In the following diagram, each blue line is 24 centimetres long, and the red line is 16 centimetres long. Assume the shape in the centre of the circle is a perfect square, and it is exactly centred in the circle. Also assume that all three coloured lines are parallel to each other.
picture below:
http://i70.photobucket.com/albums/i103/azian_dreamz/217_squarecircle.gif
2007-06-10 10:04:01 · 3 answers · asked by Milli 1 in Science & Mathematics ➔ Physics
Norrie presumes that the other ends of the blue lines and the other end of the red line are collinear. This isn't quite right.
First, draw a line connecting the diagonal of the square that touch the ends of the blue lines. Now, extend the red line until it intersects this diagonal. The center of the circle and the center of the square are the same point.
Because the blue lines are parrallel and the same length and because the square is given to be centered in the circle, that means that the blue lines are both perpendicular to the diameter of the circle that goes through the corners touching the blue lines. Again, since the red line is given as parrallel to the blue lines, the extension of the red line will be perp. to the same diameter.

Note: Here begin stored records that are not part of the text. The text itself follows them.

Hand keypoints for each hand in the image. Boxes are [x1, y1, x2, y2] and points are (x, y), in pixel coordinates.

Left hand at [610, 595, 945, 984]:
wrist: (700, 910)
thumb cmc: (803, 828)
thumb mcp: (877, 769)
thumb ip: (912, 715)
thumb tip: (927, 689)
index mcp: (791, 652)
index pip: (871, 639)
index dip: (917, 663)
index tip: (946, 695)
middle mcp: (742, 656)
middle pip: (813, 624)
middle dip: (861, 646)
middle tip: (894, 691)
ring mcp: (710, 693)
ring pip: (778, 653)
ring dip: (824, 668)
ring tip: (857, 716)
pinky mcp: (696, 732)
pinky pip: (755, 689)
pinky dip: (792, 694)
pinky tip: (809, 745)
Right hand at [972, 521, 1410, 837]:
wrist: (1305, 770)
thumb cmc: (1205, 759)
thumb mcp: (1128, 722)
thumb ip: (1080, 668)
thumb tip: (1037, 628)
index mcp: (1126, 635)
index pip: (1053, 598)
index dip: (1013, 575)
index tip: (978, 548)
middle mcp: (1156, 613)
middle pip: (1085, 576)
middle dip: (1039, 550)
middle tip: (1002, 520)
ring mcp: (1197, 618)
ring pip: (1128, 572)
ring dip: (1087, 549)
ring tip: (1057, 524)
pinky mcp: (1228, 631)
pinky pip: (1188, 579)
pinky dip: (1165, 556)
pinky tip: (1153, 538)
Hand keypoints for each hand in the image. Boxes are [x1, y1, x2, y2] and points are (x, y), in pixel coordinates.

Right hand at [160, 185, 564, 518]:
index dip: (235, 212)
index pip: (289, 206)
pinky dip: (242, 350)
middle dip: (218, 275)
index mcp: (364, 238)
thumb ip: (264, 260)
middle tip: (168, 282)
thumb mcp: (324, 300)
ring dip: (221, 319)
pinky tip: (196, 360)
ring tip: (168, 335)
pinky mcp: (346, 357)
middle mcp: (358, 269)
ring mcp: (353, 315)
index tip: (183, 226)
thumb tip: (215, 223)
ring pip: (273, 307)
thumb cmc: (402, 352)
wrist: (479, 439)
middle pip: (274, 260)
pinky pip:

So, the distance from the center of the circle out to where the red line hits the corner of the square is the same as the distance over to where the blue line hits the corner of the square. This distance, when added to the length of the red line, gives the radius of the circle and can be used to find the circumference by C = 2 pi r.
Now, draw a line from the center of the circle over to where either blue line hits the edge of the circle. This forms a right triangle whose hypotenuse is the radius, the base is the distance 'x' from the center to the corner where the blue line hits the square, and the other leg is given to be of length 24.
So, 24^2 + x^2 = (x + 16)^2
or, 576 + x^2 = x^2 + 32x + 256
32x = 320, or x = 10
This means that the radius is 16 + 10 = 26
The circumference must be 52 pi units.
2007-06-10 10:23:33 · answer #1 · answered by tbolling2 4 · 0⤊ 0⤋
I will do it symbolically. Let the red line be a, the blue line be b, (knowns); let the radius be r and the square's diagonal be d (unknowns). We can set the following relations:
Extend the red line to the center of the square. This becomes a radius, and is the sum of half the square's diagonal plus a, so
d/2+a=r. or d/2 = r - a
Drop a perpendicular from where blue intersects the circle to the red line. Draw a diagonal of the square from its center to the corner that starts the blue line. This diagonal is perpendicular to the red line, and its length is equal to the perpendicular dropped from the circle. The length of this latter perpendicular is then d/2: it forms a right triangle with the circle's radius (drawn to the point of intersection of blue line and circle) and the red line. The length of the leg of this triangle that lies along the red line is b. Using the Pythagorean theorem.
r^2 = (d/2)^2 + b^2.
Substitute for d/2 from the first equation:
r^2 = (r - a)^2 + b^2
Expand the binomial containing r:
r^2 = r^2 = -2*a*r + a^2 + b^2
0 =-2*a*r + a^2 + b^2
r = (b^2 + a^2)/ 2*a
For your numbers, r = 26
2007-06-10 10:37:37 · answer #2 · answered by gp4rts 7 · 0⤊ 0⤋
Draw a diagonal across the square from blue to blue.
Then, extend the red line to the diagonal line. This will be the centre of the circle..
Making the red line the same length as the blue lines.
Therefore the radius will be 24cm.
2007-06-10 10:11:20 · answer #3 · answered by Norrie 7 · 0⤊ 1⤋